Ils incarnent la nouvelle fierté des ghettos. Entre la tôle rouillée, dans les ruelles des cités tout comme dans les villas de luxe, ils poussent le urban style à un autre niveau à travers le dance-hall et autres dérivées du hip-hop. Depuis quelques mois, leurs différents singles les ont propulsés dans les charts. Pour en parler, Élora Augustin, 30 ans, et Jean Christiano Marla, 29 ans, nous ouvrent leurs portes à Résidence Kennedy.

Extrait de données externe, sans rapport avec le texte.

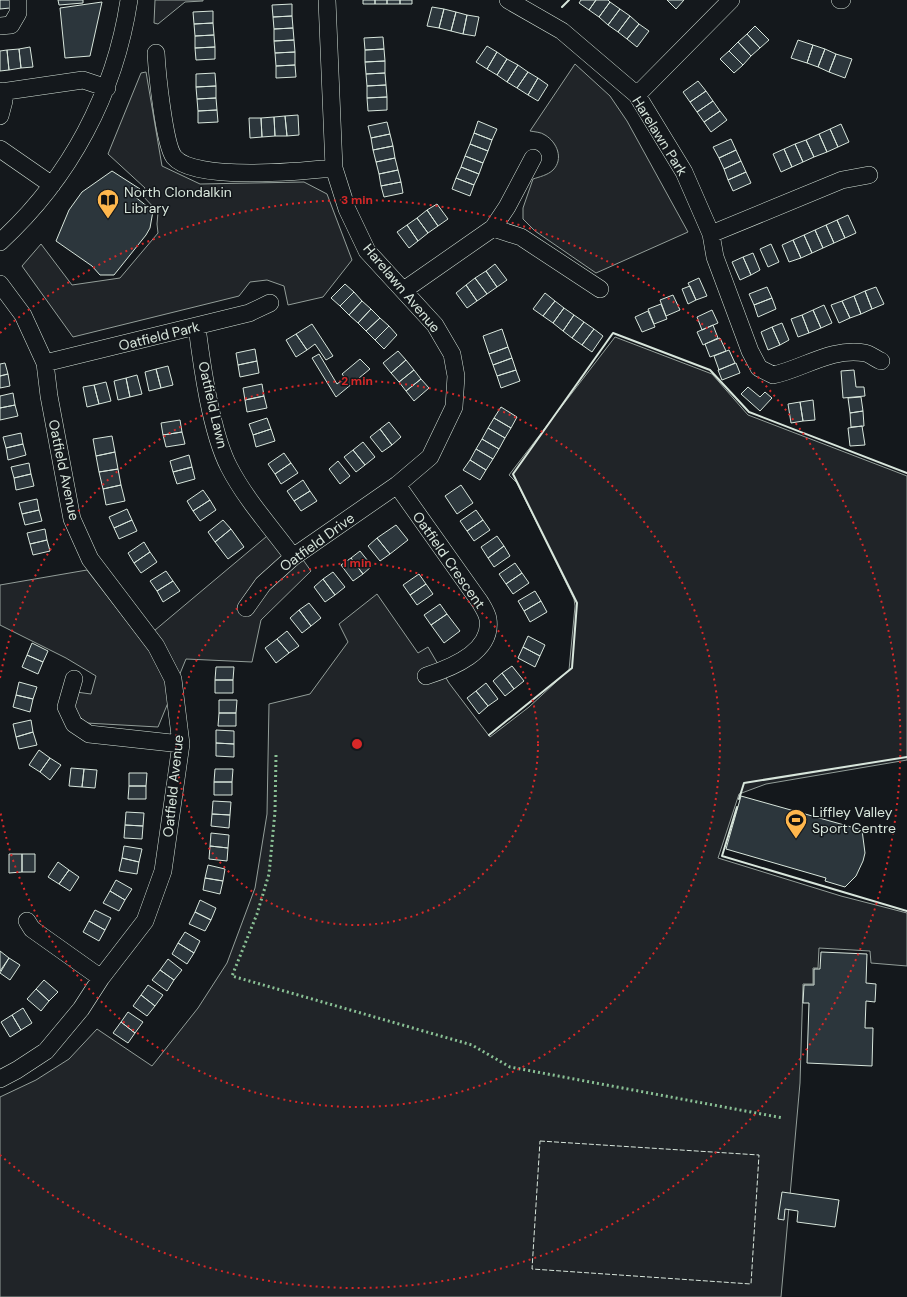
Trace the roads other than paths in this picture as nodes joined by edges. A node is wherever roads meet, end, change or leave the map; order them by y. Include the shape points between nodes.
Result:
1 (18, 0) edge
2 (129, 0) edge
3 (327, 0) edge
4 (508, 0) edge
5 (730, 0) edge
6 (0, 26) edge
7 (156, 53) dead end
8 (107, 88) junction
9 (1, 92) edge
10 (637, 95) junction
11 (0, 116) edge
12 (0, 149) edge
13 (533, 158) dead end
14 (334, 168) junction
15 (869, 175) dead end
16 (52, 185) junction
17 (493, 228) junction
18 (711, 234) junction
19 (0, 242) edge
20 (0, 284) edge
21 (600, 289) dead end
22 (404, 290) junction
23 (270, 302) dead end
24 (197, 327) junction
25 (881, 361) dead end
26 (45, 363) junction
27 (397, 485) junction
28 (294, 557) junction
29 (246, 608) dead end
30 (426, 676) dead end
31 (74, 679) dead end
32 (181, 744) junction
33 (27, 921) dead end
34 (101, 978) junction
35 (0, 1078) edge

1 - 6 street via 18,13 11,25
2 - 8 street via 125,26
3 - 14 street, Harelawn Avenue
4 - 10 street, Harelawn Park via 562,31
5 - 10 street
7 - 14 street via 167,138 174,157 192,167 219,172 265,174
8 - 9 street via 83,80
8 - 16 street via 86,133
9 - 11 street via 4,101
10 - 18 street, Harelawn Park via 684,172
12 - 16 street
13 - 17 street
14 - 22 street, Harelawn Avenue via 347,209 367,251
15 - 18 street via 842,180
16 - 19 street via 24,220
17 - 21 street via 521,237
17 - 22 street
18 - 25 street, Harelawn Park via 715,257 750,351 759,368 772,376 838,353 866,353
20 - 26 street, Oatfield Avenue via 23,315
22 - 27 street, Harelawn Avenue via 435,325 452,354 456,376 454,407 430,456
23 - 24 street, Oatfield Park via 249,313
24 - 26 street, Oatfield Park
24 - 28 street, Oatfield Lawn via 215,428 229,467 257,510
26 - 32 street, Oatfield Avenue via 72,519 90,559 156,646 173,679
27 - 28 street, Oatfield Drive
27 - 30 street, Oatfield Crescent via 480,602 488,618 488,632 481,646 451,668
28 - 29 street, Oatfield Drive via 263,584
31 - 32 street via 66,707 74,724 89,734
32 - 34 street, Oatfield Avenue via 163,871 145,921
33 - 34 street via 32,929
34 - 35 street, Oatfield Avenue via 81,1009 46,1051

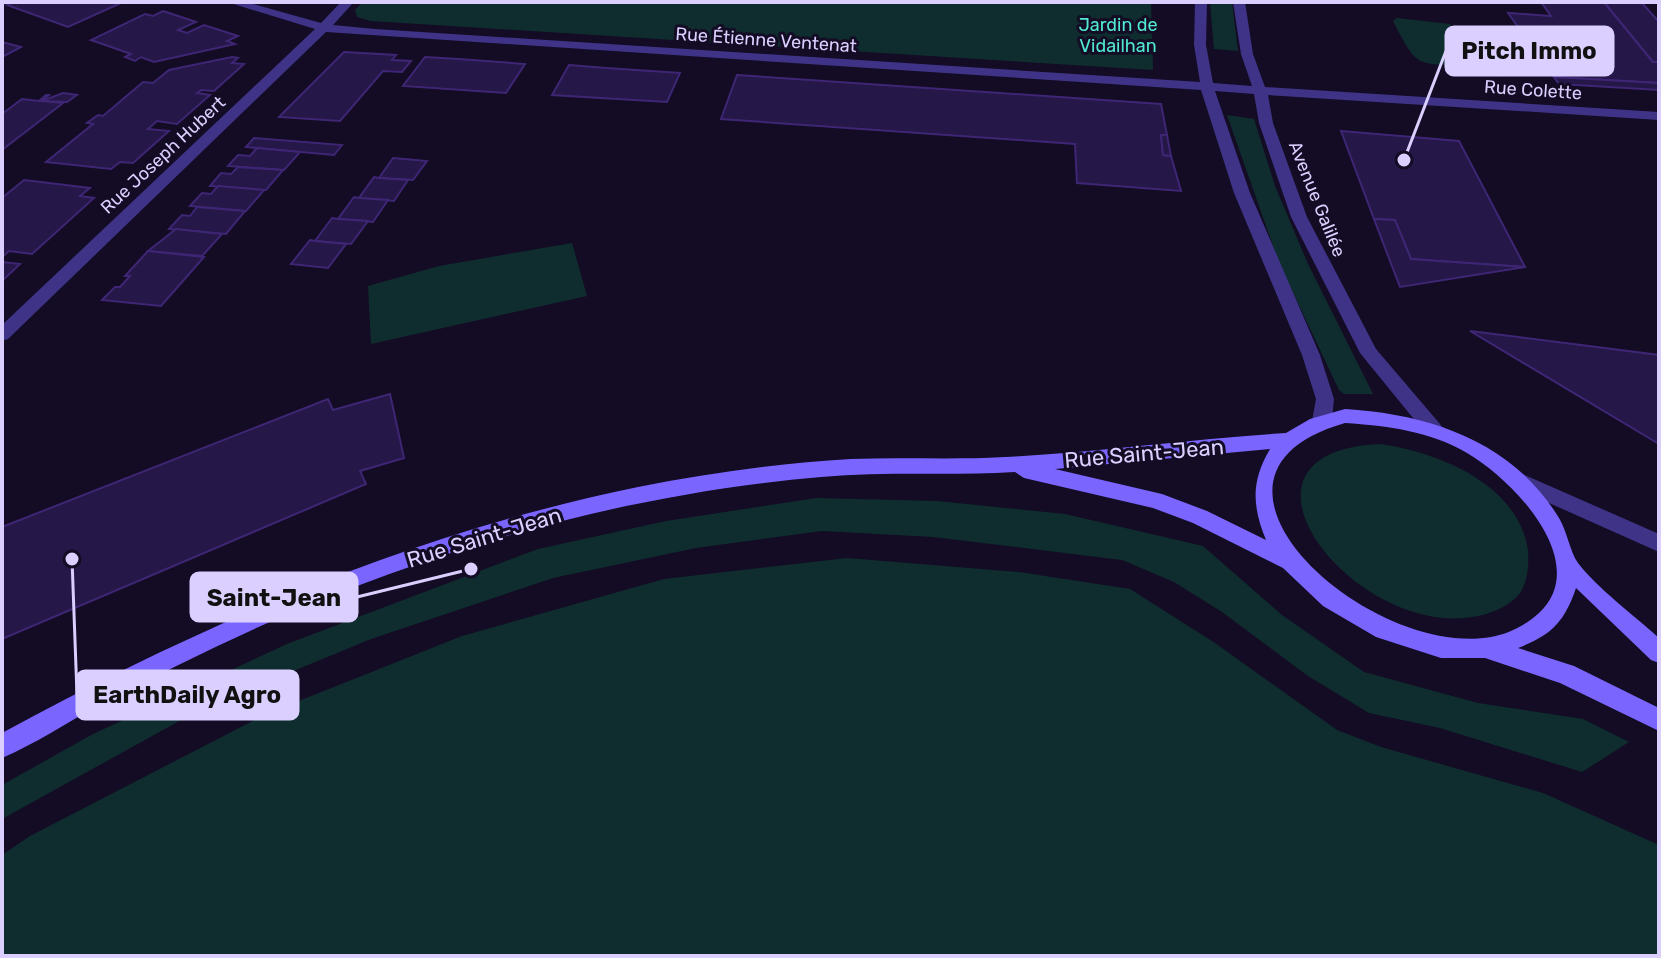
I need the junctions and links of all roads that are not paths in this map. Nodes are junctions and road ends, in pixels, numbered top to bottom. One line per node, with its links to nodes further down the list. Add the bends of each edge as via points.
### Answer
1 (233, 2): 5 (street, Rue Étienne Ventenat)
2 (348, 2): 5 (street, Rue Joseph Hubert)
3 (1201, 2): 6 (street, via 1200,45)
4 (1239, 2): 7 (street, Avenue Galilée, via 1247,54)
5 (324, 28): 6 (street, Rue Étienne Ventenat); 9 (street, Rue Joseph Hubert)
6 (1207, 87): 7 (street, Rue Étienne Ventenat); 10 (street, via 1242,193 1311,355 1325,399)
7 (1260, 90): 8 (street, Rue Colette); 11 (street, Avenue Galilée, via 1275,150 1318,257 1369,353)
8 (1659, 116)
9 (2, 335)
10 (1322, 421): 11 (street, via 1388,418); 12 (street)
11 (1433, 429): 14 (street, via 1478,450)
12 (1285, 440): 13 (street, Rue Saint-Jean); 16 (street, via 1271,459 1264,506)
13 (1003, 465): 16 (street, Rue Saint-Jean, via 1155,500); 21 (street, Rue Saint-Jean, via 850,467 734,479 577,510 485,535 303,599 110,688)
14 (1518, 480): 15 (street); 17 (street, via 1549,517)
15 (1659, 543)
16 (1291, 562): 18 (street, via 1329,599 1378,628 1434,646)
17 (1568, 567): 18 (street, via 1565,596 1550,621 1524,640); 19 (street)
18 (1487, 649): 20 (street, via 1566,674)
19 (1659, 653)
20 (1659, 720)
21 (2, 746)

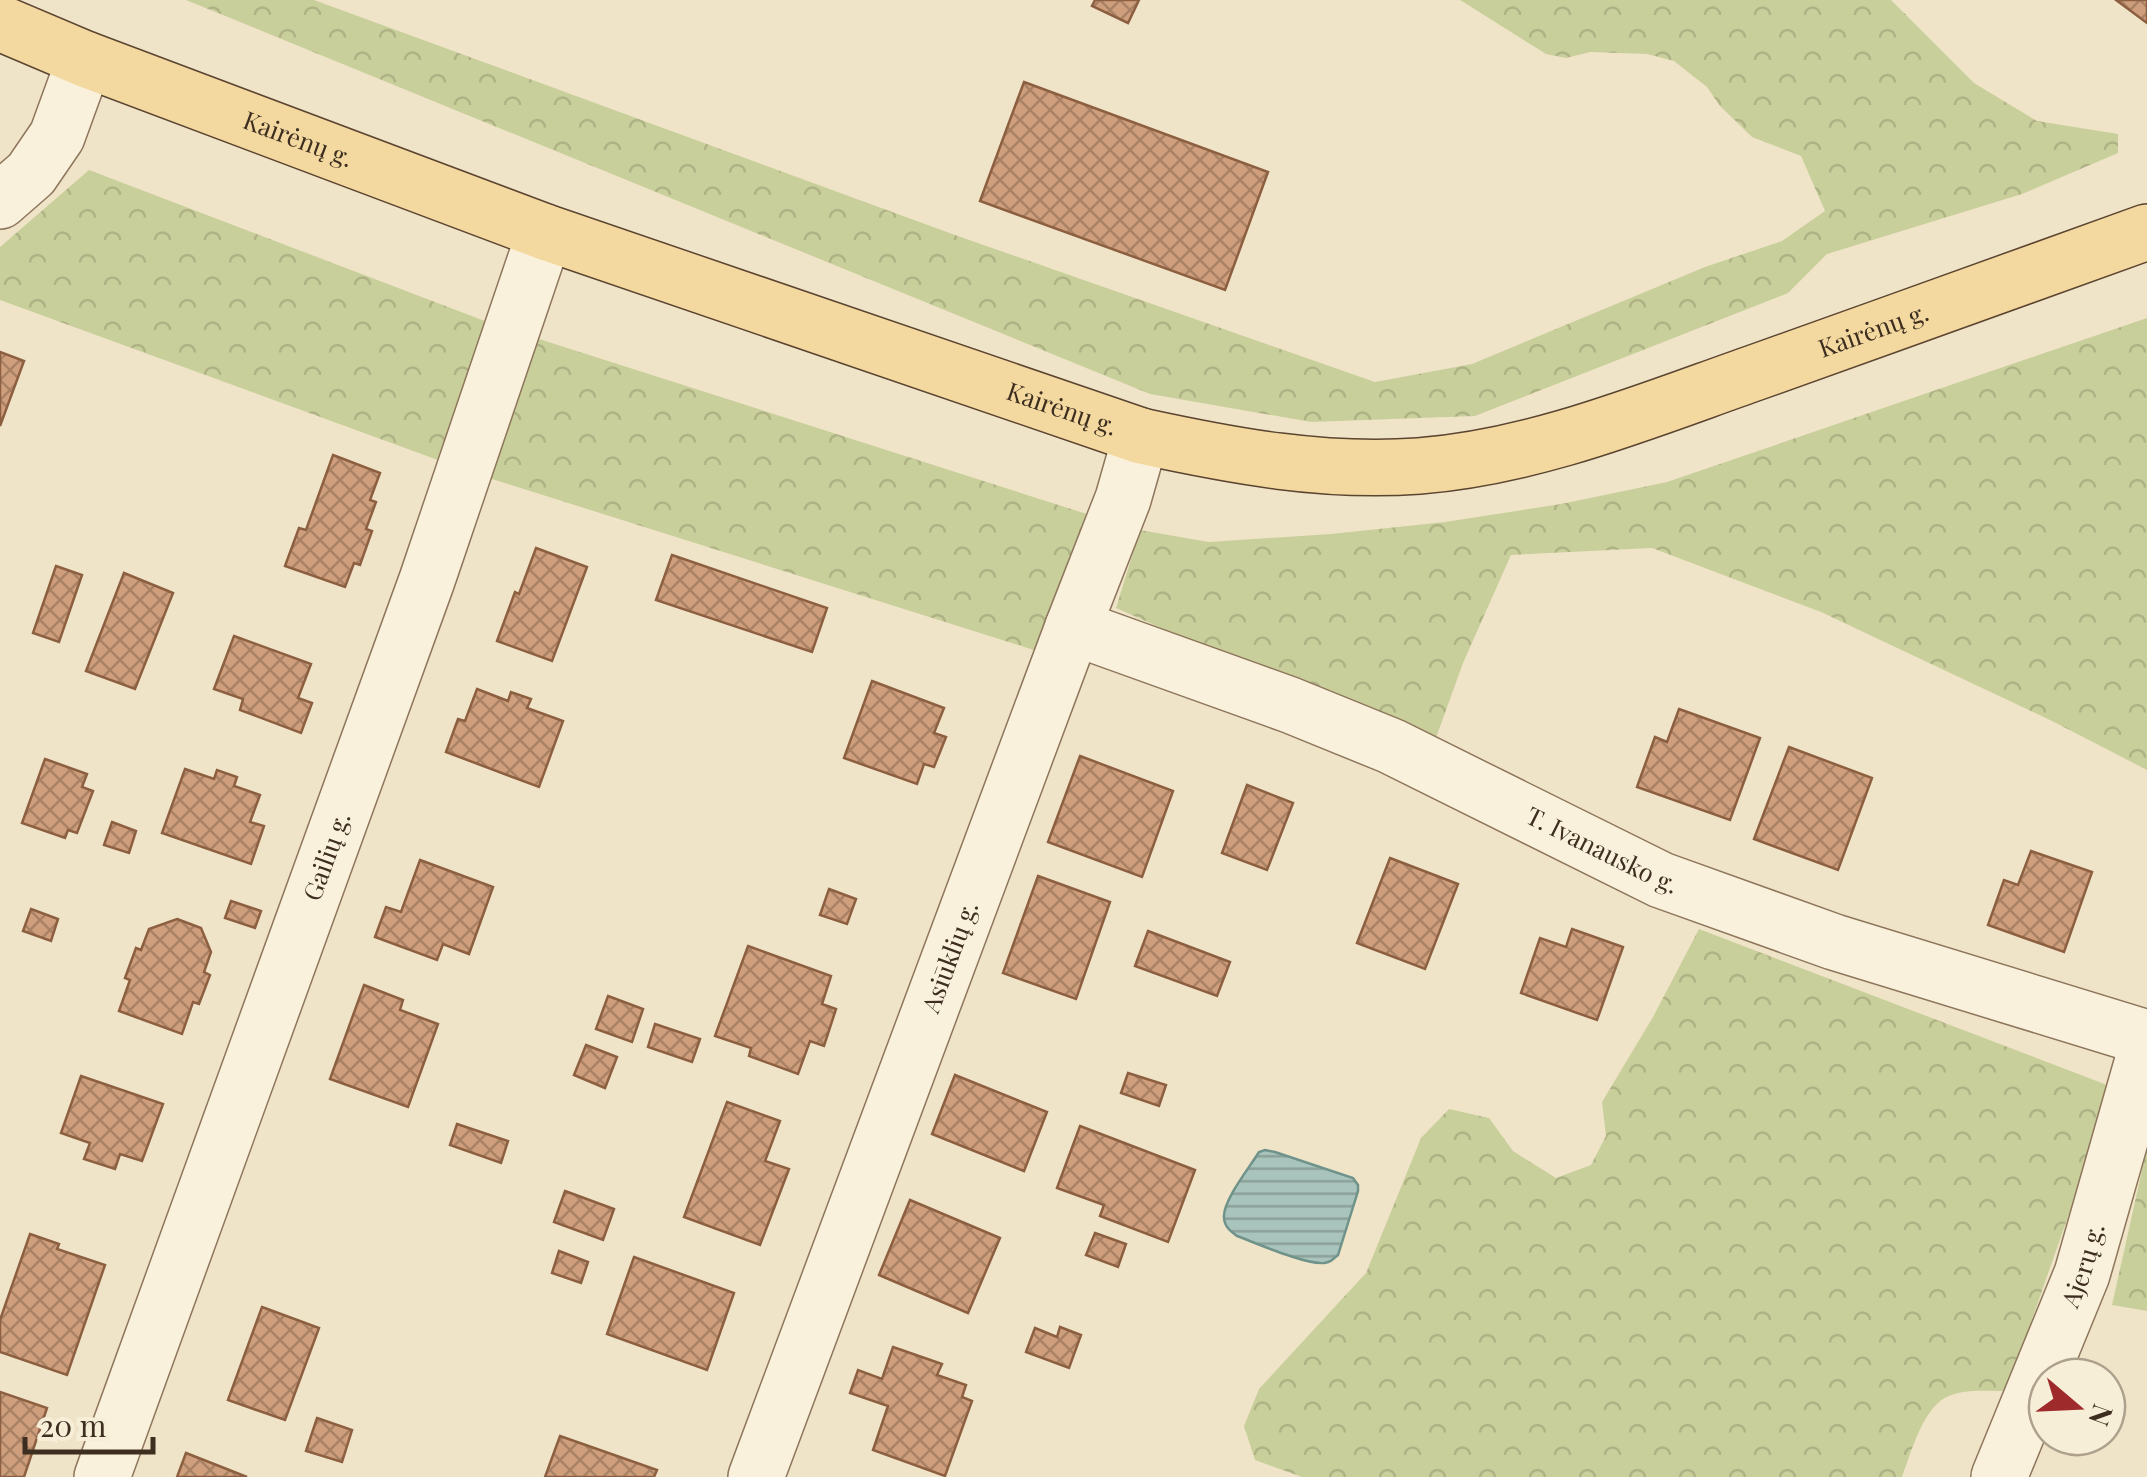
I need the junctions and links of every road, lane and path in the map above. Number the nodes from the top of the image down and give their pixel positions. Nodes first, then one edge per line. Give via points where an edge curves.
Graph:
1 (0, 23) edge
2 (85, 59) junction
3 (0, 201) edge
4 (545, 232) junction
5 (2147, 232) edge
6 (1141, 436) junction
7 (1073, 627) junction
8 (2147, 1038) edge
9 (2147, 1046) edge
10 (2017, 1471) edge
11 (102, 1477) edge
12 (756, 1477) edge

1 - 2 main road, Kairėnų g.
2 - 3 street via 57,136 31,174
2 - 4 main road, Kairėnų g.
4 - 6 main road, Kairėnų g.
4 - 11 street, Gailių g. via 427,580
5 - 6 main road, Kairėnų g. via 1710,389 1479,458 1417,466 1299,465
6 - 7 street, Asiūklių g.
7 - 8 street, T. Ivanausko g. via 1391,746 1662,880 1834,942
7 - 12 street, Asiūklių g.
9 - 10 street, Ajerų g.

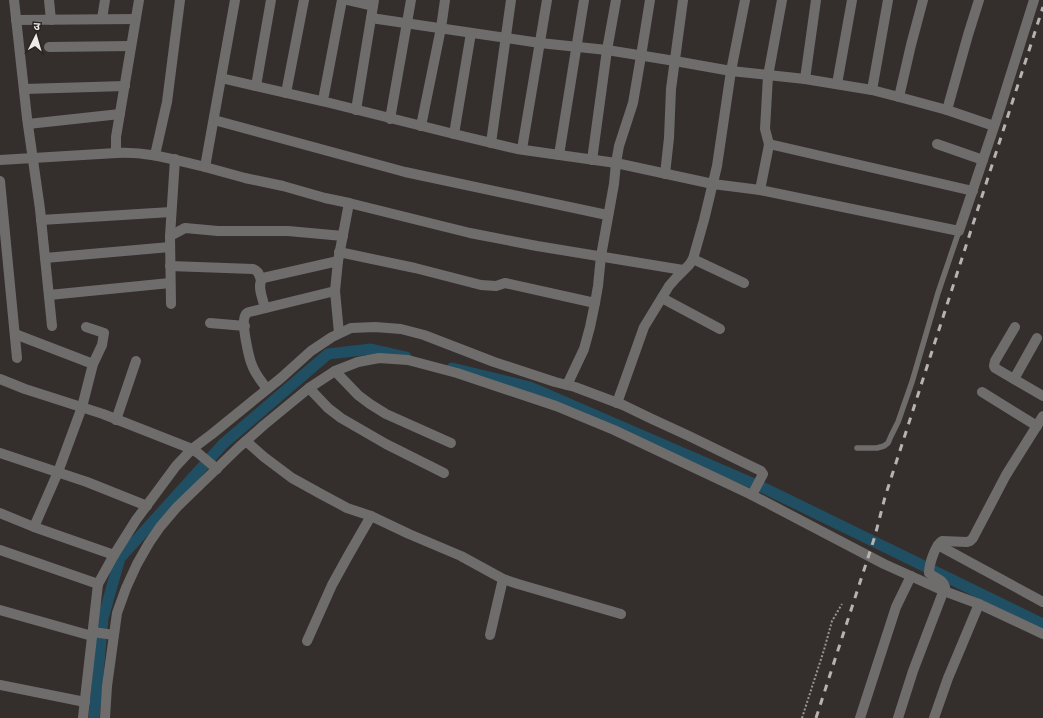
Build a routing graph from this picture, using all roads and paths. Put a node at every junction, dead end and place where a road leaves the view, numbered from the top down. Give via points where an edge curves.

Eux disent toujours : “Site Kennedy.” Ici, le changement cosmétique n’a pas gommé le sentiment de laisser pour compte. Le niveau des infrastructures publiques est toujours à revoir, les facilités et le développement destinés à soulager les locaux de la promiscuité et des maux sont toujours attendus. Malgré les fléaux et les préjugés qui sont souvent associés à leur site le couple rappelle qu’il y a aussi du bon à vivre ici. L’entraide, la solidarité, le sentiment d’appartenance, ceux qui réussissent, etc, apportent de bonnes ondes. C’est aussi pour mettre en exergue l’autre versant de la carte souillée que Hempress Lionne et General Love ont choisi Kennedy, avec le vidéaste Allan Kartel et son équipe, pour tourner le clip de leur dernier single, Mo trap, lancé il y a quelques semaines et qui est en passe de devenir l’un de leurs nouveaux succès.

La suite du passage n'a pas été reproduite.